7th July, 2008
The Kenyatta National Hospital and AMREF have signed a memorandum of understanding for the upgrading of 500 Enrolled Nurses into Registered Community Health Nurses through AMREF’s Virtual Nursing School (AVNS).
AMREF will use computer-based training modules to train the nurses over the next five years. Nurses continue to work as they learn, using the computers to study during their free time with the guidance of mentors trained by AMREF. The course is a blend of theory and clinical experience in the wards, with frequent follow-up to ensure quality supervision of the nurses.
The agreement was signed by AMREF’s Deputy Director-General Dr Florence Muli-Musiime and the Chief Executive Officer of the KNH, Dr Jotham Micheni.
“This is not just a collaboration on training, but a demonstration of how private-public partnerships should work,” said Dr Muli-Musiime. “If this kind of partnership was scaled up, it would go a long way in meeting Kenya’s critical need for health workers. My hope is that, as AMREF build’s the KNH’s capacity for training, the hospital will become a resource centre for other hospitals and training centres to train nurses and other health workers in a similar manner across the country.”
Dr Micheni said the hospital had decided to go into partnership with AMREF to ease the burden on the government to train and employ health workers.
“The hospital’s mandate is to provide specialised health care, and to provide facilities for training of health workers. Besides helping the government to formulate health policy, the hospital is also involved in research, and all these areas give us greater scope for collaboration with AMREF.”
Dr Micheni suggested that AMREF and KNH could work together to tackle ‘neglected diseases’ such as hydatid, a disfiguring condition caused by tapeworms, and other tropical diseases that seem to have been forgotten. Another urgent area of concern is revival of the referral system in Kenya.”
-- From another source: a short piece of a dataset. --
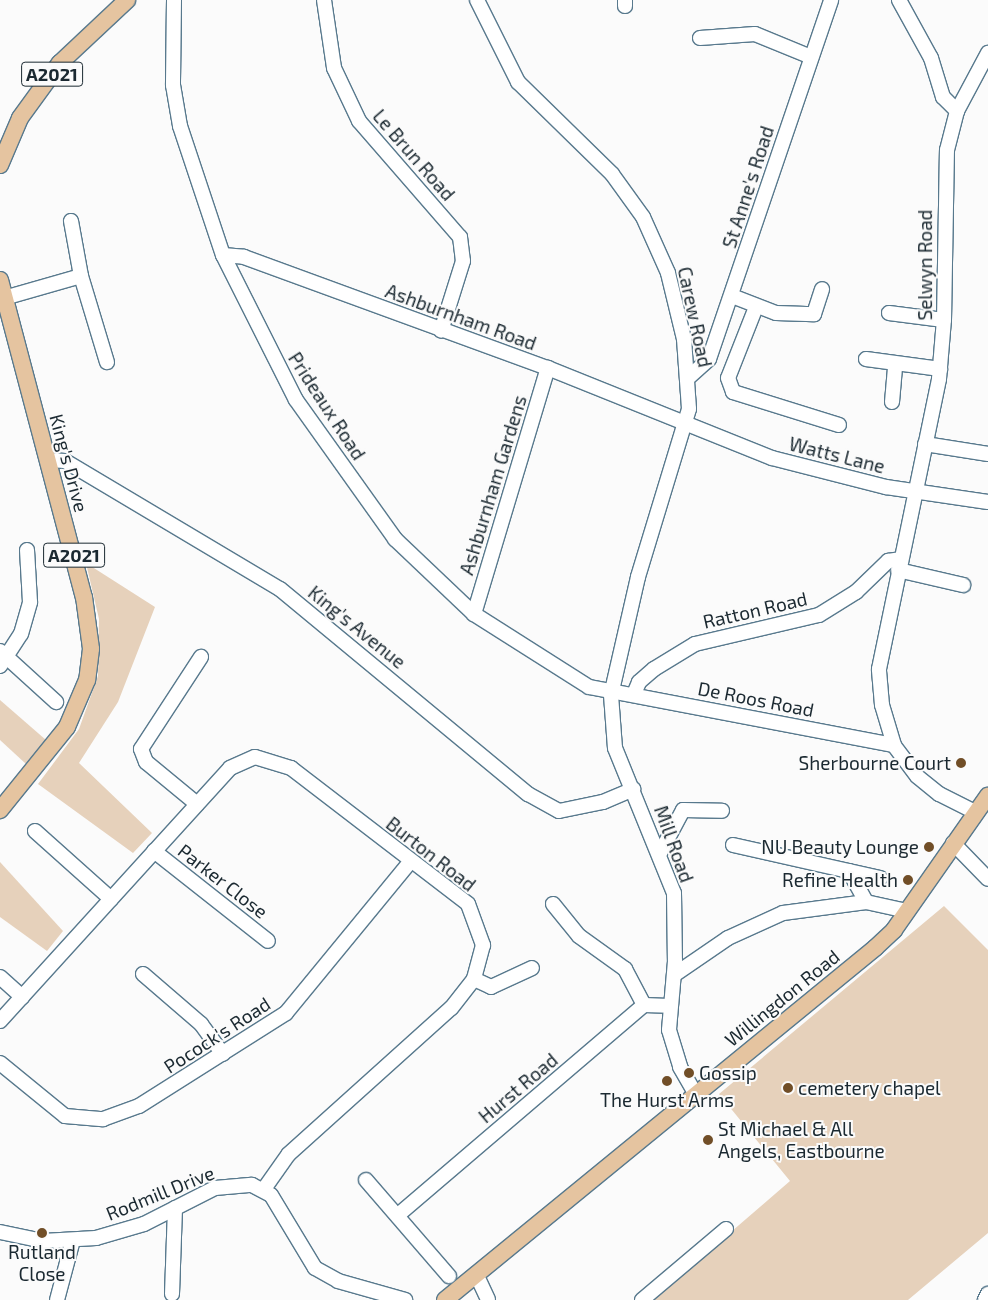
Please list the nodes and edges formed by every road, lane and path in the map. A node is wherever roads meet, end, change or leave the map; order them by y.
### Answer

“Kenyatta Hospital has become a victim of its own success,” said Dr Micheni. “People by-pass hospitals and clinics in their districts and come to us for treatment, causing congestion and stretching the staff and facilities that we have. AMREF and the Kenyatta National Hospital should provide leadership on the creation of centres of excellence outside Nairobi so that people can receive treatment there, and only critical and complicated cases are sent here.”
AMREF’s Virtual Nursing School is a pilot project to test the effectiveness and adaptability of training through eLearning, thus increasing students’ access to quality nursing education while allowing them to continue working. ELearning builds on traditional classroom training methods, employing a balance of human resources and information technology.

The school is currently training nurses from public, private and mission hospitals. At the same time, AMREF is using the eLearning programme to training thousands of nurses in hospitals and nursing schools across the country in collaboration with the Nursing Council of Kenya, Accenture, a global management consulting, technology services and outsourcing company and the Ministry of Health.
“eLearning is cheaper and faster than the traditional residential programme,” says Dr Peter Ngatia, AMREF’s Director for Capacity Building, who witnessed the signing of the MOU. “It offers an interactive mode of learning and allows students to gain IT skills. This mode of training harnesses technological advances to improve health and reduce poverty on a local level, and can easily be replicated across Africa.”
Others present at the signing were the programme manager in charge of the AVNS Ms Angela Nguku, KNH Deputy Director Mr Kennedy Auka, the hospital’s Human Resources Manager Mr Fred Oyumbe, Chief Human Resources Officer for staff development Mrs Mary Kathungu and the Chief Nursing Officer Gladys Owira.